What to Eat at Eat Real Fest? Food You Won't Find in San Francisco

Posted By on Fri, Sep 23, 2011 at 11:30 AM

Silog tacos from Tim Luym's WOW Truck. - LIEN T./FLICKR
  • Lien T./Flickr
  • Silog tacos from Tim Luym's WOW Truck.

Today, Oakland's three-day Eat Real Fest begins, bringing together 60 food trucks, 30 small food vendors, and tens of thousands of eaters. There will be jam-making demonstrations and butchery contests, live music, and more sunshine than the West Bay can normally dole out. And for San Franciscans planning to trek across the bay (hint: the festival has bike valet parking for people coming over on BART), Eat Real rounds up a number of food vendors who never, or only rarely, make an appearance in our 49 square miles.


Here's what we're going to look for:

Fatface ice pops: Last year, the lime-mint paleta that we bought from this Davis-based maker was one of our favorite Eat Real bites. Flavors currently mentioned on its website include peach-mango-ginger and Thai tea with sweet potato.

Cholita Linda: Cholita Linda used to come to the Upper Haight farmers market, but now sticks to the East Bay.
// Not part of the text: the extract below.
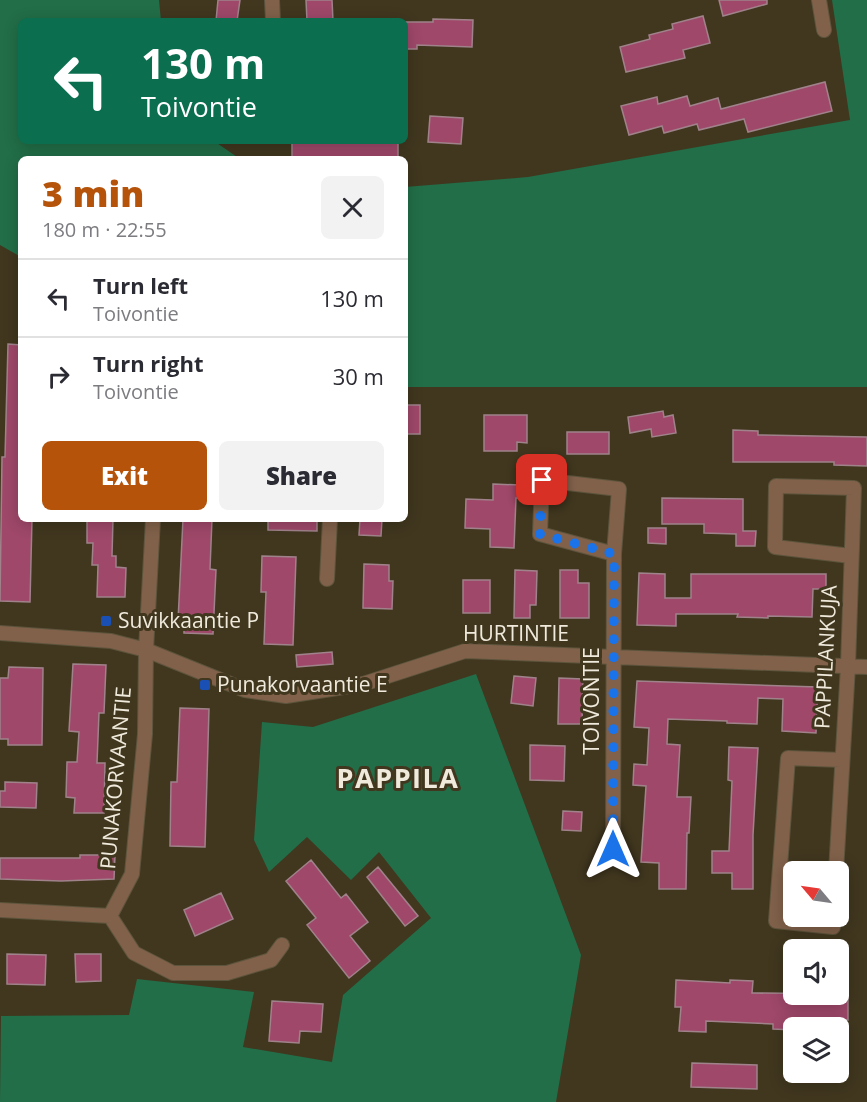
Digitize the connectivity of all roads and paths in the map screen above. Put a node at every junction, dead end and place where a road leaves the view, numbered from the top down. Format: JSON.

Its Baja fish tacos have a cult following.

Nieves Cinco de Mayo: Fruitvale-based Luis Abundis makes traditional Jalisqueño ice creams by hand in flavors like corn, blue-green pecan, and rose. We've been kicking ourselves for the past year that we didn't stop by his tent.

click to enlarge PieTisserie's Jaynelle St. Jean, with pie. - ROBIN DOLIN
  • Robin Dolin
  • PieTisserie's Jaynelle St. Jean, with pie.

PieTisserie: Former Underground Market star Jaynelle St. Jean is now Oakland-based. We particularly love her chocolate pretzel pie, but if she's selling her Okinawan sweet potato pie, that's what we'll be buying.

Taco Guys: Jason Hoffman and Justin Close's taco truck mainly makes the rounds of Marin; last year, their kurobuta pork and Maui fish tacos were then-editor John Birdsall's festival favorites.

Tamarindo: We have no idea yet what Tamarindo is making from this truck, but we're buying it, since Tamarindo is one of Oakland's most refined Mexican restaurants, on par with Nopalito and Chilango.

The WOW Truck: Tim Luym's neo-Filipino truck usually stays on the peninsula, driving up for the occasional Off the Grid. Check out his silogs, or garlic fried rice topped with marinated meats and a perfectly fried egg.

One final tip: In addition to the fantastic selection of local beers, some of which are hard to find in the city, Dashe, Periscope, and three other local wineries are offering wine on tap.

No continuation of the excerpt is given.